A tortura é uma ferramenta utilizada frequentemente durante as investigações policiais e operações militares como forma de obter informações e confissões de presos e pessoas detidas, simplesmente por estarem no lugar errado na hora errada. A maioria das detenções no México se pratica sem ordem judicial. É o caso, por exemplo, de Rogelio Amaya de Ciudad Juaréz (Chihuahua-México) que, em 11 de agosto de 2010, juntamente com mais quatro amigos, foram detidos repentinamente com violência e tiveram que confessar, sob tortura, que faziam parte do cartel La Línea para ajudar a instalar um carro bomba que matou dois agentes de polícia.

“Eu sempre lhes disse que não havia participado do carro bomba, mas seguiam nos golpeando e torturando. Logo, tive que padecer três anos e sete meses sob essa acusação. Três anos e sete meses longe da minha família, sentindo muita impotência. Sem poder ver meus filhos crescerem. Foi muito doloroso.”, desabafa Rogelio.

Em entrevista a Adital, o Padre Jesús Mendoza Zaragoza, da Província de Acapulco (México), comenta sobre o contexto de violência institucional no país e a atuação dos órgãos públicos.

Sobre o emprego da tortura nas operações policiais e militares como instrumento de repressão das instituições públicas mexicanas, Zaragoza avalia que atortura ainda segue sendo uma prática comum das polícias e das autoridades que são responsáveis pela justiça no México e, especialmente, no Estado de Guerrero. Tortura psicológica e física são empregadas, sobretudo, contra os detidos que provêm da luta social. E, até o momento, não há nenhum sinal de que se detenha essa prática, nem com legislações adequadas nem nas práticas de investigação do crime.

Por trás desse contexto de violência institucional, o Padre afirma que as instituições são cooptadas pela corrupção e não estão voltadas para a justiça, mas sim para protegerem interesses alheios, incluindo os cartéis da droga. Zaragoza destaca um sistema de justiça carente de profissionalismo e de qualquer sentido dos direitos humanos. Essas instituições cumprem mais objetivos políticos que tarefas de prestação e administração da justiça.

O combate à tortura no Estado de Guerrero tem sido débil e insuficiente. Sobre asações dos movimentos sociais e pastorais, Zaragoza acrescenta que há organizações sociais, como o Coletivo contra a Tortura e Impunidade, que tem isso em sua agenda e vem mobilizando outras organizações para tornarem visível esse problema e promoverem uma legislação adequada para impedir que seja agravada a situação.

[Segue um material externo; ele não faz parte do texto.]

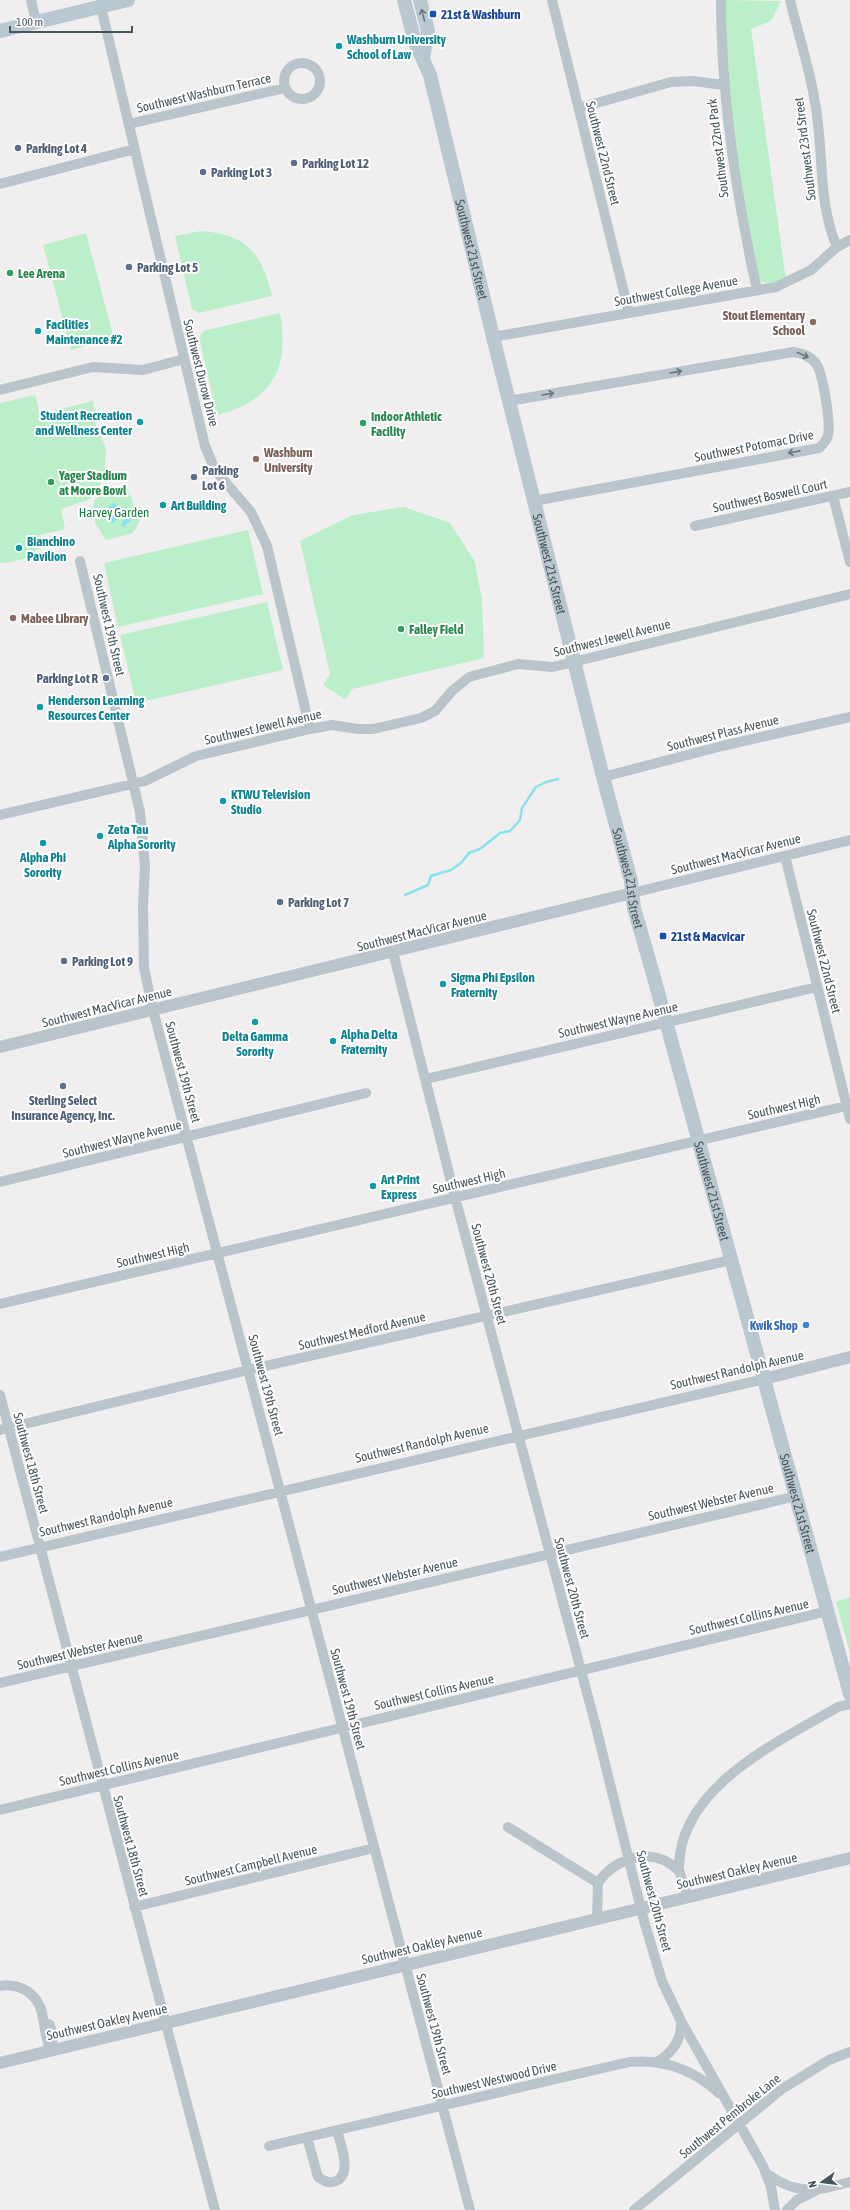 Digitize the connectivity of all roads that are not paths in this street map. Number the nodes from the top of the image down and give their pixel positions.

A Igreja tem denunciado, em algumas ocasiões, a prática da tortura, mas não realiza ações contundentes para exigir uma solução a fundo.

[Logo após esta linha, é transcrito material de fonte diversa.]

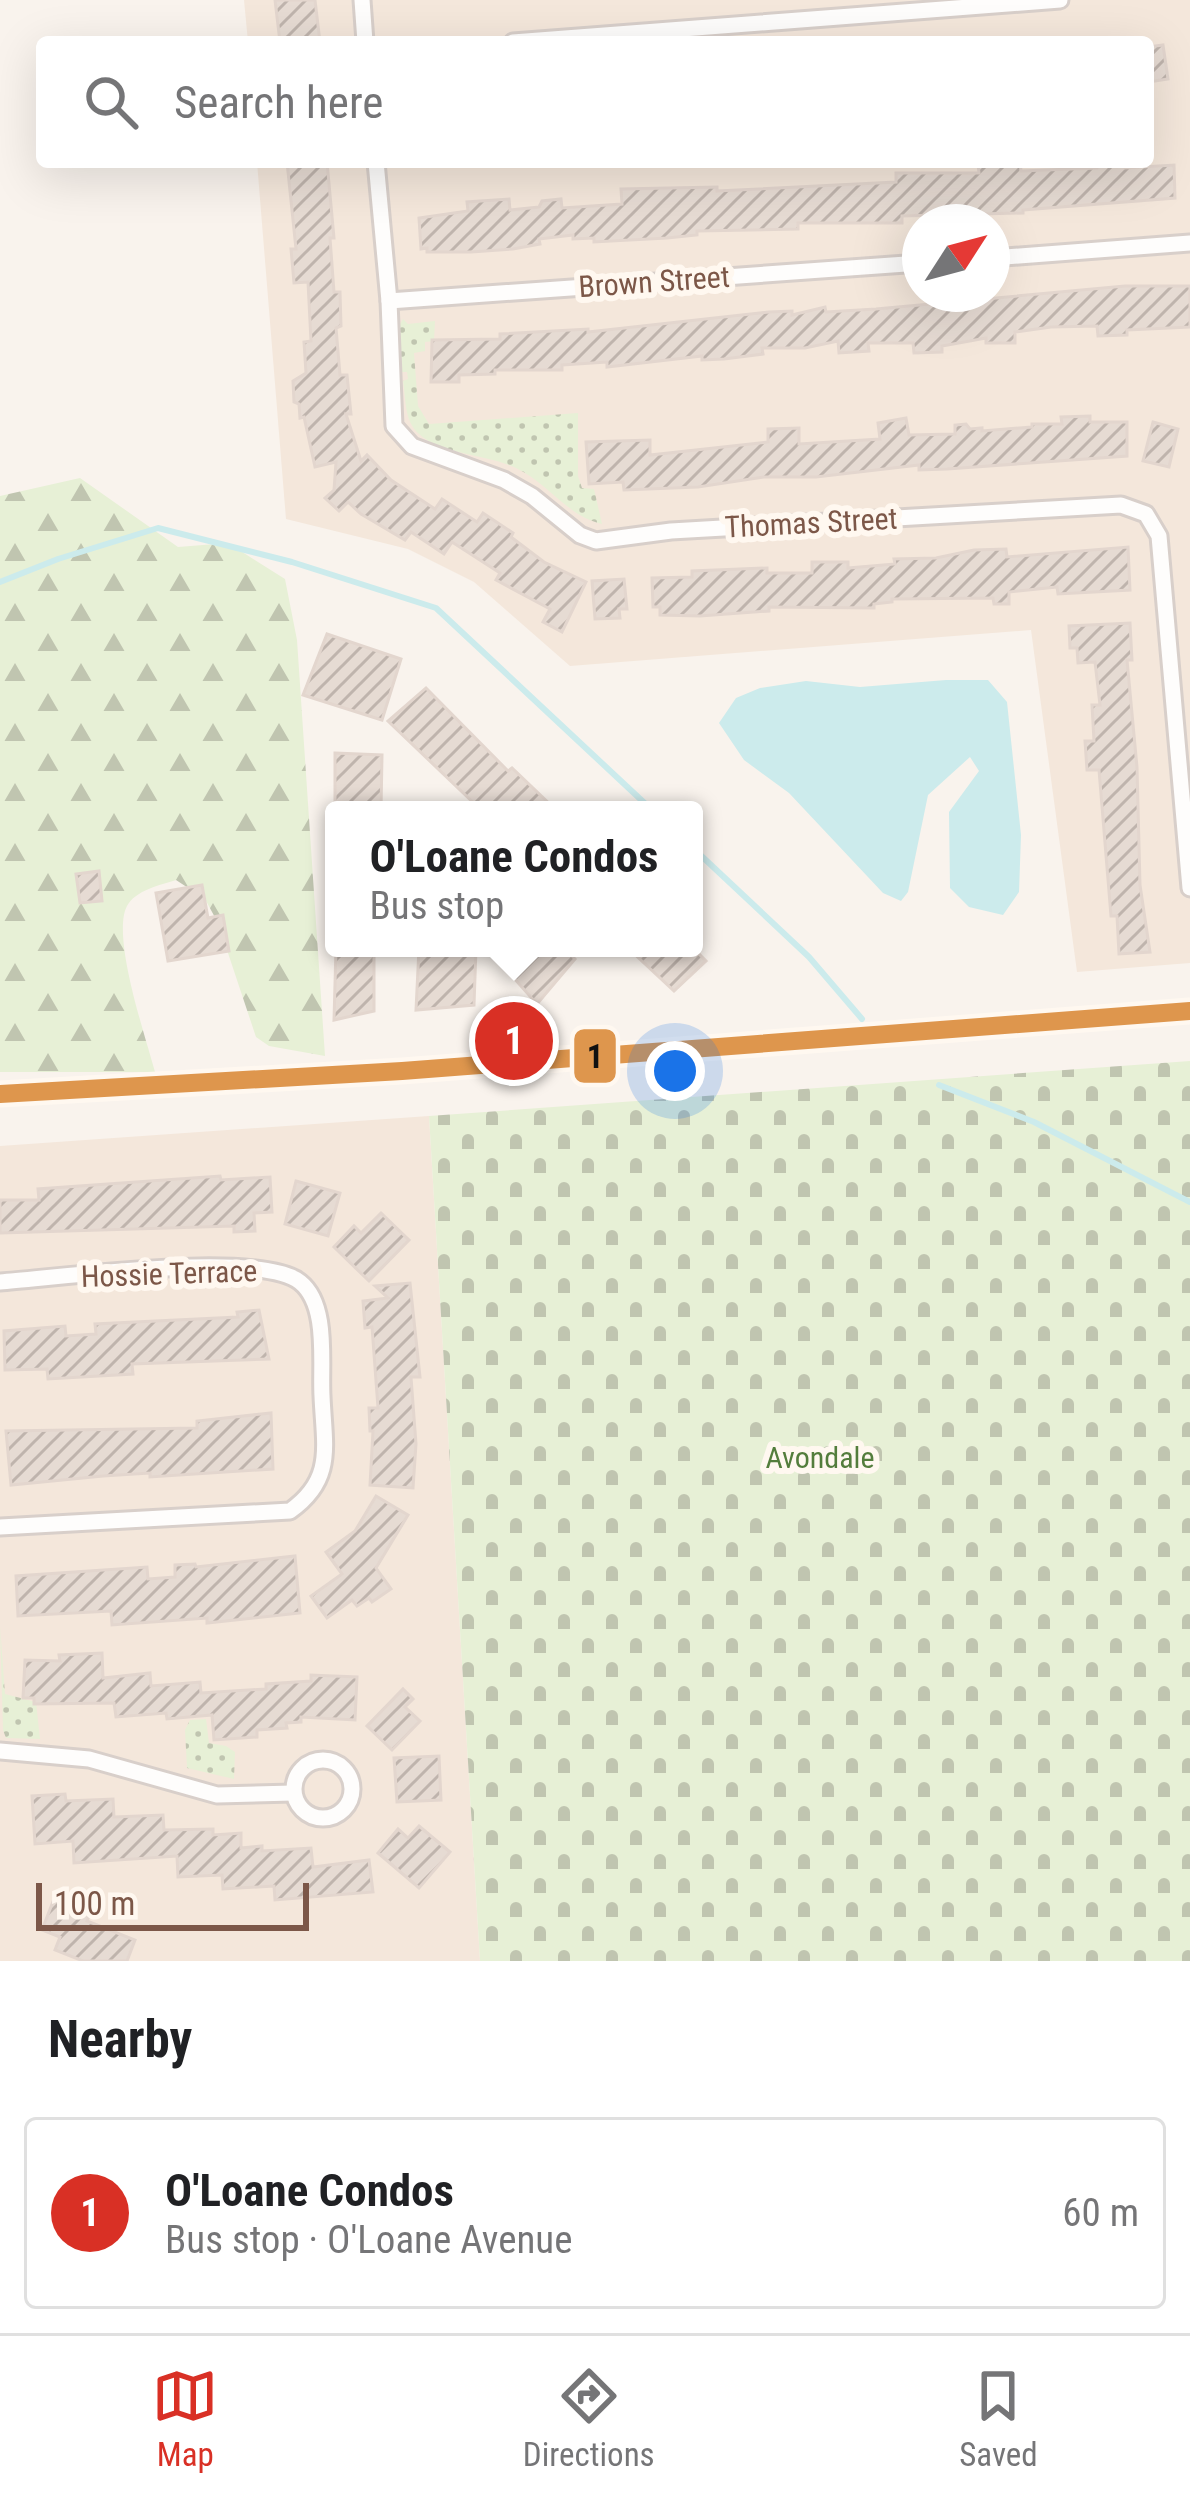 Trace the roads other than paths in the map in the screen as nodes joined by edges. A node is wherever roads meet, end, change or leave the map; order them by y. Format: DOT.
graph roads {
  1 [pos="362,0"];
  2 [pos="1060,0"];
  3 [pos="365,36"];
  4 [pos="591,36"];
  5 [pos="377,168"];
  6 [pos="1190,243"];
  7 [pos="1010,257"];
  8 [pos="902,264"];
  9 [pos="389,301"];
  10 [pos="1190,888"];
  11 [pos="1190,1011"];
  12 [pos="0,1094"];
  13 [pos="0,1282"];
  14 [pos="0,1527"];
  15 [pos="0,1751"];
  16 [pos="293,1793"];
  1 -- 3 [label="street"];
  2 -- 4 [label="street"];
  5 -- 9 [label="street, Thomas Street"];
  6 -- 7 [label="street"];
  8 -- 9 [label="street, Brown Street"];
  9 -- 10 [label="street, Thomas Street"];
  11 -- 12 [label="street"];
  13 -- 14 [label="street, Hossie Terrace"];
  15 -- 16 [label="street"];
}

Na visão do sacerdote, a população tem uma grande desconfiança e, até mesmo, desprezo pela polícia que, em sua maioria, não é profissional nem respeita os direitos humanos. O sacerdote se refere às polícias municipais e estatais, e polícias ministeriais acima de tudo. Também as polícias federais e os militares têm cometido abusos em sua luta contra o narcotráfico. Porém, a população não denuncia por temos a represálias.

Entre os métodos mais utilizados de tortura estão: a semiasfixia, espancamentos, simulações de execução e desaparecimento forçado, violência sexual, ameaças de morte, choques elétricos e ameaça contra as famílias dos detidos. Segundo a pesquisa da Anistia Internacional, a maioria das detenções no México é praticada sem ordem judicial, sob a alegação de flagrante. Em 2013, das 47.619 detenções por delitos federais, 42.080 foram executadas sem ordem judicial.

A tortura é empregada também para humilhar, castigar, impor temor e obter dinheiro mediante extorsão. As autoridades têm ignorado e até mesmo permitido, tacitamente, a tortura e os maus tratos, considerando a estratégia como necessária. Nos últimos anos, os cartéis têm se aliado a funcionários públicos, o que representa um desafio à justiça.

Foto: População não confia nas instituições públicas e no governo federal (Opera Mundi)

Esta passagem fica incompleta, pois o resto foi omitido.